[Data for this exercise]
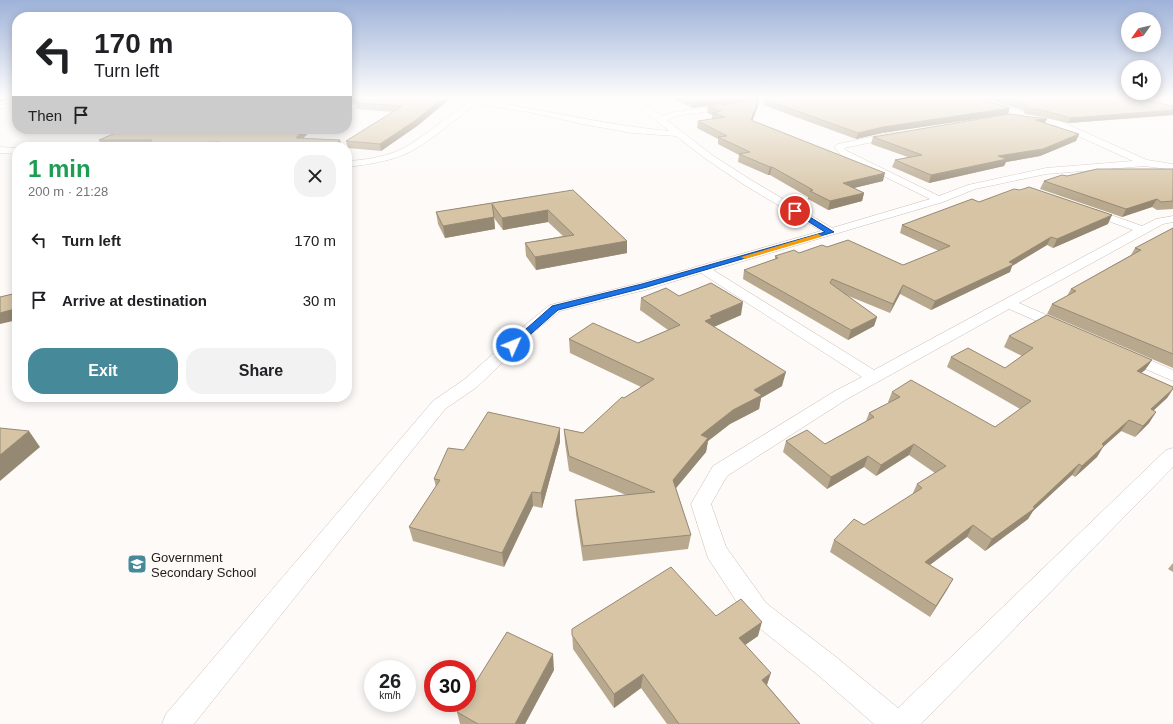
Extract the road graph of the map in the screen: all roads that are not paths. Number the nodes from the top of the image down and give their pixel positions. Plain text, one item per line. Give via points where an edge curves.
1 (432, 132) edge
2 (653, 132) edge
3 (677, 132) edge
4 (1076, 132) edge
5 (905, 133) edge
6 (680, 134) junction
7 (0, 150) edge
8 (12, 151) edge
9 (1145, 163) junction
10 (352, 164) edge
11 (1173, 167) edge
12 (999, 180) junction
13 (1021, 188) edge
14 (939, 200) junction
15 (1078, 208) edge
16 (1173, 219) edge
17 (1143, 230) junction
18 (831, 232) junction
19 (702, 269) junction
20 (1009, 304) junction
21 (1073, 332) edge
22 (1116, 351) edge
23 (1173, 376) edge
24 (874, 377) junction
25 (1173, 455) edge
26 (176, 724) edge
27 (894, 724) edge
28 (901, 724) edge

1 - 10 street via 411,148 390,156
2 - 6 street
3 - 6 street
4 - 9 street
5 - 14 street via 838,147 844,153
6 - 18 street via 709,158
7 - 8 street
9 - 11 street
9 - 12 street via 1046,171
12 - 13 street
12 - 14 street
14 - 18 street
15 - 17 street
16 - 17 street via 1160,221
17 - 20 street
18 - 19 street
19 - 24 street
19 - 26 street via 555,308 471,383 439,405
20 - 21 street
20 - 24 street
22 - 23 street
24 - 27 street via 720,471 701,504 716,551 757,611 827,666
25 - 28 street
[/Data for this exercise]
[Data for this exercise]
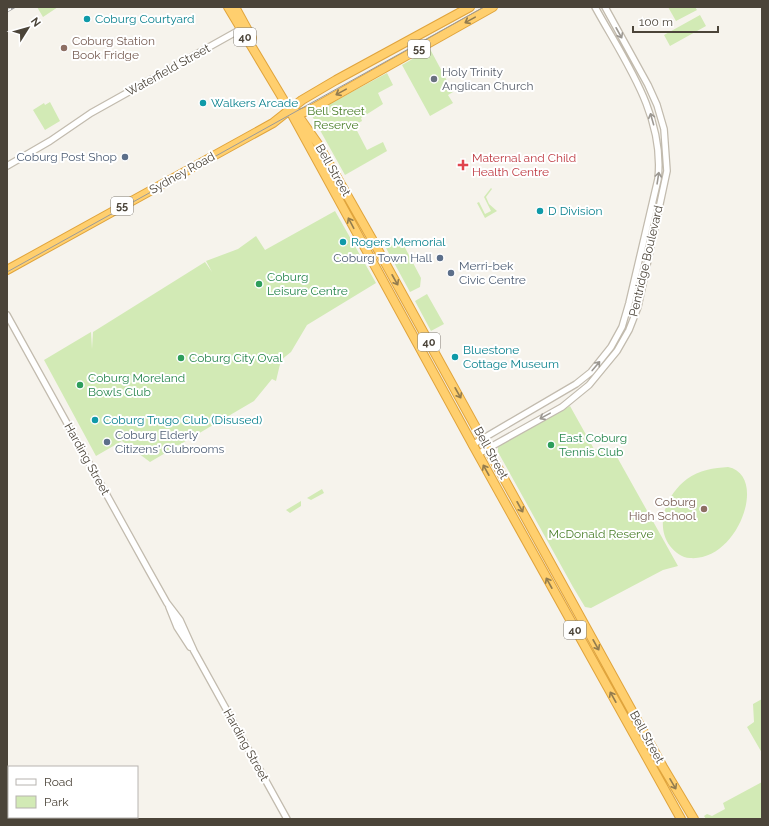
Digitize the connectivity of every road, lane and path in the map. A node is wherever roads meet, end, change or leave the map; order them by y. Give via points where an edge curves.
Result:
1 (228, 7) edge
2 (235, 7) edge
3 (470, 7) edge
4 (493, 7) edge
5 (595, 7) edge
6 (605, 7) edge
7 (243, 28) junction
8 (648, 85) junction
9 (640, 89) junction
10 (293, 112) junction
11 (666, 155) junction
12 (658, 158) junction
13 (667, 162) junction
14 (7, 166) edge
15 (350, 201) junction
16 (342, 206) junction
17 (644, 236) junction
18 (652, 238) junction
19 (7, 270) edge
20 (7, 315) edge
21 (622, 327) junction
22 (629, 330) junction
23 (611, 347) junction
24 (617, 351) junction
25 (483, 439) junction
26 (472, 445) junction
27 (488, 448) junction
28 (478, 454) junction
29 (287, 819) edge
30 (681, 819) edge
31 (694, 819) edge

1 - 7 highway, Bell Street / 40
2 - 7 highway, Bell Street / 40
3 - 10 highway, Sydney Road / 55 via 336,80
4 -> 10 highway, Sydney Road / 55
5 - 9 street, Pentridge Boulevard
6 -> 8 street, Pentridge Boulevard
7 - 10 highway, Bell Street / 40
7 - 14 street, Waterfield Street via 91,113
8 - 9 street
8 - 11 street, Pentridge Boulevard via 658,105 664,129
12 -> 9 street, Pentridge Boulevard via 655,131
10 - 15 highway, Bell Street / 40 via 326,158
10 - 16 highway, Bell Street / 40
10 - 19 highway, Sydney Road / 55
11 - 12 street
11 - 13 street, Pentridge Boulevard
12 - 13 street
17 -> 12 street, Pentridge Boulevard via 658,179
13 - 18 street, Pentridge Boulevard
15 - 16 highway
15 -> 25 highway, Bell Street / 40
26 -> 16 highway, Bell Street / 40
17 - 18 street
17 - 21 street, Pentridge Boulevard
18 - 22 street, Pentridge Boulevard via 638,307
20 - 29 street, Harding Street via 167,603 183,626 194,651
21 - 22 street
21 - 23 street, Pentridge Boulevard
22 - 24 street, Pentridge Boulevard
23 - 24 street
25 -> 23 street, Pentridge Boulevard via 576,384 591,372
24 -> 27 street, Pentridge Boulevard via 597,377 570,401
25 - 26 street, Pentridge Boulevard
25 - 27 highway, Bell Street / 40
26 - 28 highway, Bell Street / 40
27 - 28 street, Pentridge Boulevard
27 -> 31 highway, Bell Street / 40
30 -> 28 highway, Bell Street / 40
[/Data for this exercise]
[Data for this exercise]
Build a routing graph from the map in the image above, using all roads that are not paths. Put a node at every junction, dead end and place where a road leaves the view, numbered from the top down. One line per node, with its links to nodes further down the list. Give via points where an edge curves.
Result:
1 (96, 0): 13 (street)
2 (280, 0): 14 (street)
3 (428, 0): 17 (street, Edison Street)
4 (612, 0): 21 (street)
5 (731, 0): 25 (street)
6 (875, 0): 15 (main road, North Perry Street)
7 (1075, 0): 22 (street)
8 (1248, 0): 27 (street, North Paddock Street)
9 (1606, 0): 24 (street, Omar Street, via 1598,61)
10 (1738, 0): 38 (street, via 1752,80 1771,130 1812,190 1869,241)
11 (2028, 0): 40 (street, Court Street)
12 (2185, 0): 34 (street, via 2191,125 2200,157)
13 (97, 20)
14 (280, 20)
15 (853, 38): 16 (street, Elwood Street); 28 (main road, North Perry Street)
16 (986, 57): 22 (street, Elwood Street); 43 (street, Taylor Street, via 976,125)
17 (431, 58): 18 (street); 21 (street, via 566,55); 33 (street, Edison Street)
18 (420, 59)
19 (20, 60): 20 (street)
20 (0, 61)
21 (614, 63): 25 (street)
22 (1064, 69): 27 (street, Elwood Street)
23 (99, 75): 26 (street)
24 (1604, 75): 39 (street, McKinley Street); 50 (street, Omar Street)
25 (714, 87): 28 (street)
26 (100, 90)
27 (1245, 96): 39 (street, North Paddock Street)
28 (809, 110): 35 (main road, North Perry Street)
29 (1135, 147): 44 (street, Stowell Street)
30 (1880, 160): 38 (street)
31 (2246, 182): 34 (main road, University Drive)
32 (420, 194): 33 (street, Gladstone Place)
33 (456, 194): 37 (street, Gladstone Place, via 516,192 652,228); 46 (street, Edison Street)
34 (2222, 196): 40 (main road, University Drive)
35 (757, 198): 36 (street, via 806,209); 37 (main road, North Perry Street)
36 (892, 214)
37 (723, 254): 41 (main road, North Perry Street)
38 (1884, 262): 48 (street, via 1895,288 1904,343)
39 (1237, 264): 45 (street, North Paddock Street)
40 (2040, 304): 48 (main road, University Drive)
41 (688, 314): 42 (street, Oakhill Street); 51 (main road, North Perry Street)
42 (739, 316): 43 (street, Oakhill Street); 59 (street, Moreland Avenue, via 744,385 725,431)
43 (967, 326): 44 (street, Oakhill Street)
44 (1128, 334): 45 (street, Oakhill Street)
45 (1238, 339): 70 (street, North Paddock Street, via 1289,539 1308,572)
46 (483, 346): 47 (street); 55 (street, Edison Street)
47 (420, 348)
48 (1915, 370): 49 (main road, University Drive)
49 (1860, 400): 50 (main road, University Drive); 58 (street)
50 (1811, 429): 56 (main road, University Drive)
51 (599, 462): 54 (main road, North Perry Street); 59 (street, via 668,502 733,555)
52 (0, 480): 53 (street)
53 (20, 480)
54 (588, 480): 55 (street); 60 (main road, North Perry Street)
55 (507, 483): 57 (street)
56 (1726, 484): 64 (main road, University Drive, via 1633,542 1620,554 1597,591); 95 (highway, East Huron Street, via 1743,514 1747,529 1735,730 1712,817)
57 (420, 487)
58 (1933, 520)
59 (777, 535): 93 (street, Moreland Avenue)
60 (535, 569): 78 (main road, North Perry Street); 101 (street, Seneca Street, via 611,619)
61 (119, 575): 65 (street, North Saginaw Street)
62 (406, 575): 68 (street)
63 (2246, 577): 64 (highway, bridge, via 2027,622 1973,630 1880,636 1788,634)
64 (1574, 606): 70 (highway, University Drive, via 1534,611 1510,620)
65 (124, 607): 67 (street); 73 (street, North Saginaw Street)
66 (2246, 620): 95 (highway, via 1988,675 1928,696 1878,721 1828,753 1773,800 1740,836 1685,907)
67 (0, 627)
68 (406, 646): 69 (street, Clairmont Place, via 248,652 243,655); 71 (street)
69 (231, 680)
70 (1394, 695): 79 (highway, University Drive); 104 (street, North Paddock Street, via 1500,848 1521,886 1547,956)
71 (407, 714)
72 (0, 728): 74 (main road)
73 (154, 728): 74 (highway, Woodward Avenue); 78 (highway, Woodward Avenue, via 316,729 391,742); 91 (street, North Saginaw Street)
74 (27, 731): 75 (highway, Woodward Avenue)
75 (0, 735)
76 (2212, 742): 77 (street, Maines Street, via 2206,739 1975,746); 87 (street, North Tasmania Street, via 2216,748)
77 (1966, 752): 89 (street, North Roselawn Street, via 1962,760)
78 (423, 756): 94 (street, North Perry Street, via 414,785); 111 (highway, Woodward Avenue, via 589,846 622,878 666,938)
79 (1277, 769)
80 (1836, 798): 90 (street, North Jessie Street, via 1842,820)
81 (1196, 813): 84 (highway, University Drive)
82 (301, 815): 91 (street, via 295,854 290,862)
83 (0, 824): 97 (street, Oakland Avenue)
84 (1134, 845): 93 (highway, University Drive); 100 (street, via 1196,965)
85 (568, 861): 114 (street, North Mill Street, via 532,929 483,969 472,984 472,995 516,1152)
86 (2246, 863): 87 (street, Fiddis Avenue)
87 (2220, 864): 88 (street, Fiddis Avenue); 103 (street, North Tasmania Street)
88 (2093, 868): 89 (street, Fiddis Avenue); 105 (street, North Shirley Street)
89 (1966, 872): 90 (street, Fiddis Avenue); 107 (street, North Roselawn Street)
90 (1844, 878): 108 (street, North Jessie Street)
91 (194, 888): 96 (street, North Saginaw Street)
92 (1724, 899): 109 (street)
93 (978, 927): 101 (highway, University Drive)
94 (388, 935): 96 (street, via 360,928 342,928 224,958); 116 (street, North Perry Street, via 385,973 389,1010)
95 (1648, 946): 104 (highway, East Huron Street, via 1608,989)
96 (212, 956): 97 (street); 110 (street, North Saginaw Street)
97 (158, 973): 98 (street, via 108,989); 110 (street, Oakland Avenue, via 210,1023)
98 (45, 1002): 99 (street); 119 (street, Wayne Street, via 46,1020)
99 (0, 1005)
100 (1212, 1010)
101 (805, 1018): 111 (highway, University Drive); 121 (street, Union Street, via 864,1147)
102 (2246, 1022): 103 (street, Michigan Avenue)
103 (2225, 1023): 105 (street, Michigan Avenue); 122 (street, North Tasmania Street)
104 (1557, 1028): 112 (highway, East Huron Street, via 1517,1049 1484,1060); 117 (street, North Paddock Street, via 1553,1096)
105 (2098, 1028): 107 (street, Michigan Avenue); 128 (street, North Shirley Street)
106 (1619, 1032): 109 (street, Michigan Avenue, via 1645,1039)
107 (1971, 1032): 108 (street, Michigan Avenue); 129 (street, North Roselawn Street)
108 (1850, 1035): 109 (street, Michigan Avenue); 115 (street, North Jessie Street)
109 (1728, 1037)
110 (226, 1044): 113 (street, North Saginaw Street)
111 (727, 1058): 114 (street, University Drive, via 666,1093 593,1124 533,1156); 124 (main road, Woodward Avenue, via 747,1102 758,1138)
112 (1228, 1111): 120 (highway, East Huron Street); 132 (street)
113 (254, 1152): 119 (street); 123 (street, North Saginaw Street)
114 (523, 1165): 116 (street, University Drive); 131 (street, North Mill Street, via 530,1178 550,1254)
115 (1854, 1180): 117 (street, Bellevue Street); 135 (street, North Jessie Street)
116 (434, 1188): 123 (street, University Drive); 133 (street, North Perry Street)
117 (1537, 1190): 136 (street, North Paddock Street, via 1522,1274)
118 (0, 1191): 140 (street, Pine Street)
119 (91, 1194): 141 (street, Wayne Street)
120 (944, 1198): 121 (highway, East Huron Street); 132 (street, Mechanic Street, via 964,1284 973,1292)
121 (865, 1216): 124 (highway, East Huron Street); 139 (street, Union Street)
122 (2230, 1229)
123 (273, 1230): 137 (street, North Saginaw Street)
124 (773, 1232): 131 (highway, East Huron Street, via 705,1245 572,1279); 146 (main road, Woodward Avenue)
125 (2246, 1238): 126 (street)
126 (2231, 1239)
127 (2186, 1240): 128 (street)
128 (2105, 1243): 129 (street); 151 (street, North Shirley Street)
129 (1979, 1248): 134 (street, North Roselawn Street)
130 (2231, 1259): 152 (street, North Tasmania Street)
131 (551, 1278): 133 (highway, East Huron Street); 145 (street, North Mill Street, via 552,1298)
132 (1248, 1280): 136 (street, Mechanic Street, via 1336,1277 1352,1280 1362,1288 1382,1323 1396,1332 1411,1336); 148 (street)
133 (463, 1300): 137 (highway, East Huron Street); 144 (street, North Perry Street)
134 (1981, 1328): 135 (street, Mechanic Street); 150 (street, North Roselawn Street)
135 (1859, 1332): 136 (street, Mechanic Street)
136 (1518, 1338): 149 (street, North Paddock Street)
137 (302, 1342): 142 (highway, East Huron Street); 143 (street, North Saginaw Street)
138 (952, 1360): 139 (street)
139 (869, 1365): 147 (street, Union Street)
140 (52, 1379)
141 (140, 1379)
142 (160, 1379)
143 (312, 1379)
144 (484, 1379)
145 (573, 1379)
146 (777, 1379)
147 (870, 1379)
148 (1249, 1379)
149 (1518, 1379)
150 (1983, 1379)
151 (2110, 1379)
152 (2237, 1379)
[/Data for this exercise]
Lines from the records above that hold "every" are the ones to list.

▶ Result
Digitize the connectivity of every road, lane and path in the map. A node is wherever roads meet, end, change or leave the map; order them by y. Give via points where an edge curves.
Build a routing graph from the map in the image above, using all roads that are not paths. Put a node at every junction, dead end and place where a road leaves the view, numbered from the top down. One line per node, with its links to nodes further down the list. Give via points where an edge curves.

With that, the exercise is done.